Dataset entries
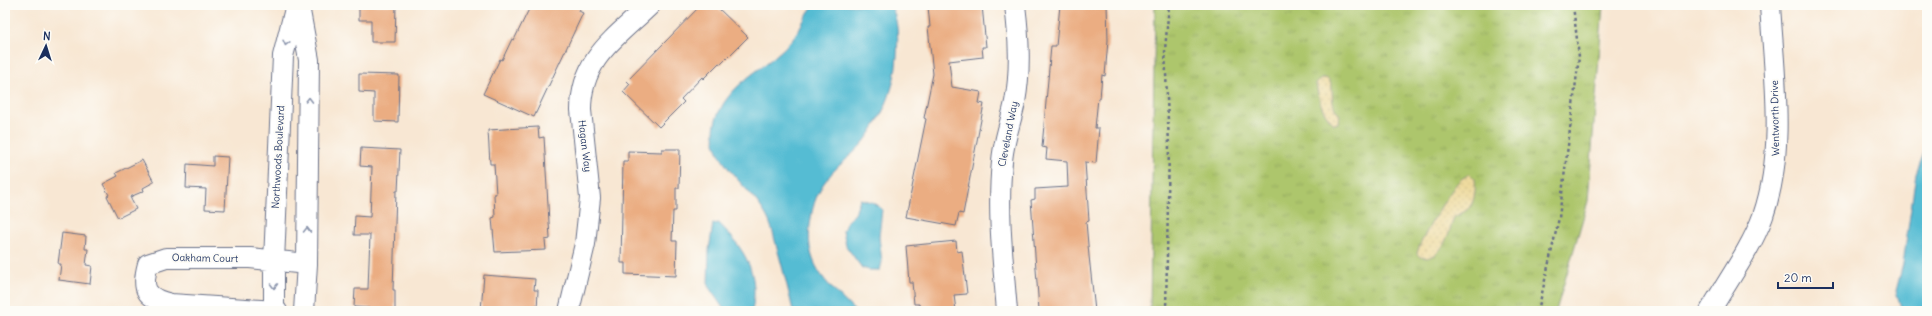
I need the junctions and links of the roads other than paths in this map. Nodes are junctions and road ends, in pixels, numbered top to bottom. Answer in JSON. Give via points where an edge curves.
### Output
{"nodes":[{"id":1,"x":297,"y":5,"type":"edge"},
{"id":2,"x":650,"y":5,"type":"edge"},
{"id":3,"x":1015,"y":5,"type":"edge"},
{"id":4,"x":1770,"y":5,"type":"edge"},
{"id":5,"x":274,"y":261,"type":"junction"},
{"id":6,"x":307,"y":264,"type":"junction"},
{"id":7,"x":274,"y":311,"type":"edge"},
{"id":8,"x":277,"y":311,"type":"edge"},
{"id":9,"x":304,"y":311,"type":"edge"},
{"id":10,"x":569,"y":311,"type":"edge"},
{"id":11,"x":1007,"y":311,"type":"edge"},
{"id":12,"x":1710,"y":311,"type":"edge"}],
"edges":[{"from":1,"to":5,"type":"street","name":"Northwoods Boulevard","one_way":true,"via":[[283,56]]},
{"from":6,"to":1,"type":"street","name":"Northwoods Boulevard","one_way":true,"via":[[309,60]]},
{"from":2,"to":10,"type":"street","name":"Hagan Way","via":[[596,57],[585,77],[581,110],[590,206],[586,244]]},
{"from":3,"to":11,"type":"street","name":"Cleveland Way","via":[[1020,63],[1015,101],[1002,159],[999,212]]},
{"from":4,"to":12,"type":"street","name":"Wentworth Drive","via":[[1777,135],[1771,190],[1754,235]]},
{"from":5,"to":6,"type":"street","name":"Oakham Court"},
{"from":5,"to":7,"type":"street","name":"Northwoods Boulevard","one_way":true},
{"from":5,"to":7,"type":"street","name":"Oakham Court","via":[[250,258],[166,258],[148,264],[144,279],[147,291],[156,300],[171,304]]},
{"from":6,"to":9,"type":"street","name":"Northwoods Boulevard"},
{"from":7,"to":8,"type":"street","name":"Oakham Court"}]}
---
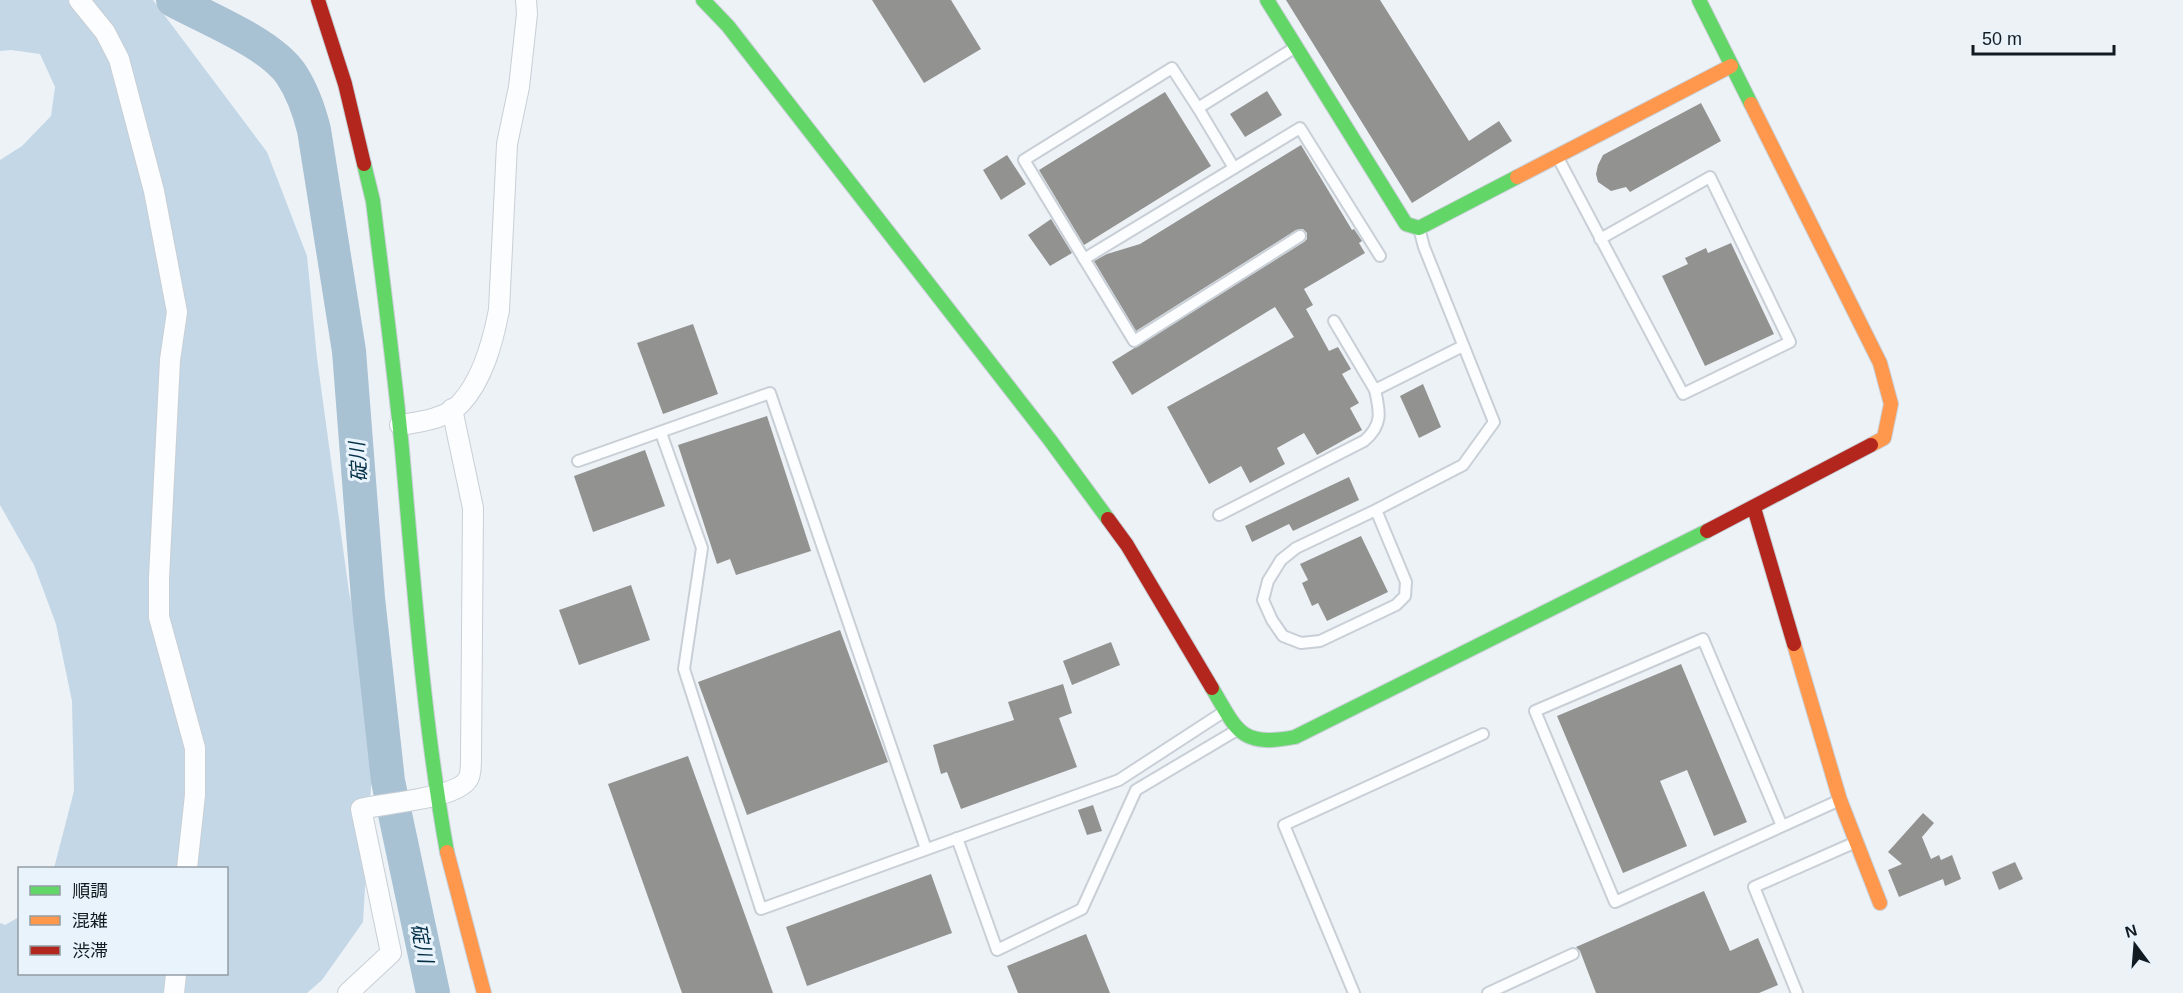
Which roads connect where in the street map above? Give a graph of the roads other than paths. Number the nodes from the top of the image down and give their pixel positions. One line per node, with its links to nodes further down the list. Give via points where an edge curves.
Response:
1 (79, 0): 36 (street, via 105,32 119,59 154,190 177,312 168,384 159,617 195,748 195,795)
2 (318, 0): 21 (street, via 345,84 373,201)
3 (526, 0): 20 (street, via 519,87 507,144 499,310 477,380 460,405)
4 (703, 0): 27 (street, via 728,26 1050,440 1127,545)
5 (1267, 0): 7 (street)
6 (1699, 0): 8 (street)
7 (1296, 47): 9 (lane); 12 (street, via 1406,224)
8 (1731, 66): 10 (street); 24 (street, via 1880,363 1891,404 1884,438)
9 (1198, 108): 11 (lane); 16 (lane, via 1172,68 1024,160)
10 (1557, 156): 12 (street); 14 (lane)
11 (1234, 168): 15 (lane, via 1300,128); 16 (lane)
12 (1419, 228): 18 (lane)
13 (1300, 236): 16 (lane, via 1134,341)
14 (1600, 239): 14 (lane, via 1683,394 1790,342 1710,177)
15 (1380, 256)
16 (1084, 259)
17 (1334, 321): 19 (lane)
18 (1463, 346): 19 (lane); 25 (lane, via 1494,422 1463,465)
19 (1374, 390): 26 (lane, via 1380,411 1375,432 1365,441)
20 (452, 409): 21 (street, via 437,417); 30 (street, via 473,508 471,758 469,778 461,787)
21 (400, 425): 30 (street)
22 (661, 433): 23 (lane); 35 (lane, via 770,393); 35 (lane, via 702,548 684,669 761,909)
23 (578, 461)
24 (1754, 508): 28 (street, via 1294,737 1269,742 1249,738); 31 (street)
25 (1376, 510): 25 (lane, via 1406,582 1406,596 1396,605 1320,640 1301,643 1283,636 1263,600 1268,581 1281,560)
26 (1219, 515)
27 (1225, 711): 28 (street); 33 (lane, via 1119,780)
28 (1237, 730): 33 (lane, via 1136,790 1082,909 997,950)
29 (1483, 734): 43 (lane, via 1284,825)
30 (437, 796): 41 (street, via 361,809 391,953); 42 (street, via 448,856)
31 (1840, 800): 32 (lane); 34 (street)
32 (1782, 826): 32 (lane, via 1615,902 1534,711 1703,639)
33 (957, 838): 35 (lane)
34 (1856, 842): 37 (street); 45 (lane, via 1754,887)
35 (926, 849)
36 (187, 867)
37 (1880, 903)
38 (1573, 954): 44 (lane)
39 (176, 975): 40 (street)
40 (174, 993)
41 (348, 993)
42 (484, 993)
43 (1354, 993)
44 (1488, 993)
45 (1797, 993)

- **Assignment**
The answer must be every line of the data that holds the word "Court".

- **Problem solution**
{"from":5,"to":6,"type":"street","name":"Oakham Court"},
{"from":5,"to":7,"type":"street","name":"Oakham Court","via":[[250,258],[166,258],[148,264],[144,279],[147,291],[156,300],[171,304]]},
{"from":7,"to":8,"type":"street","name":"Oakham Court"}]}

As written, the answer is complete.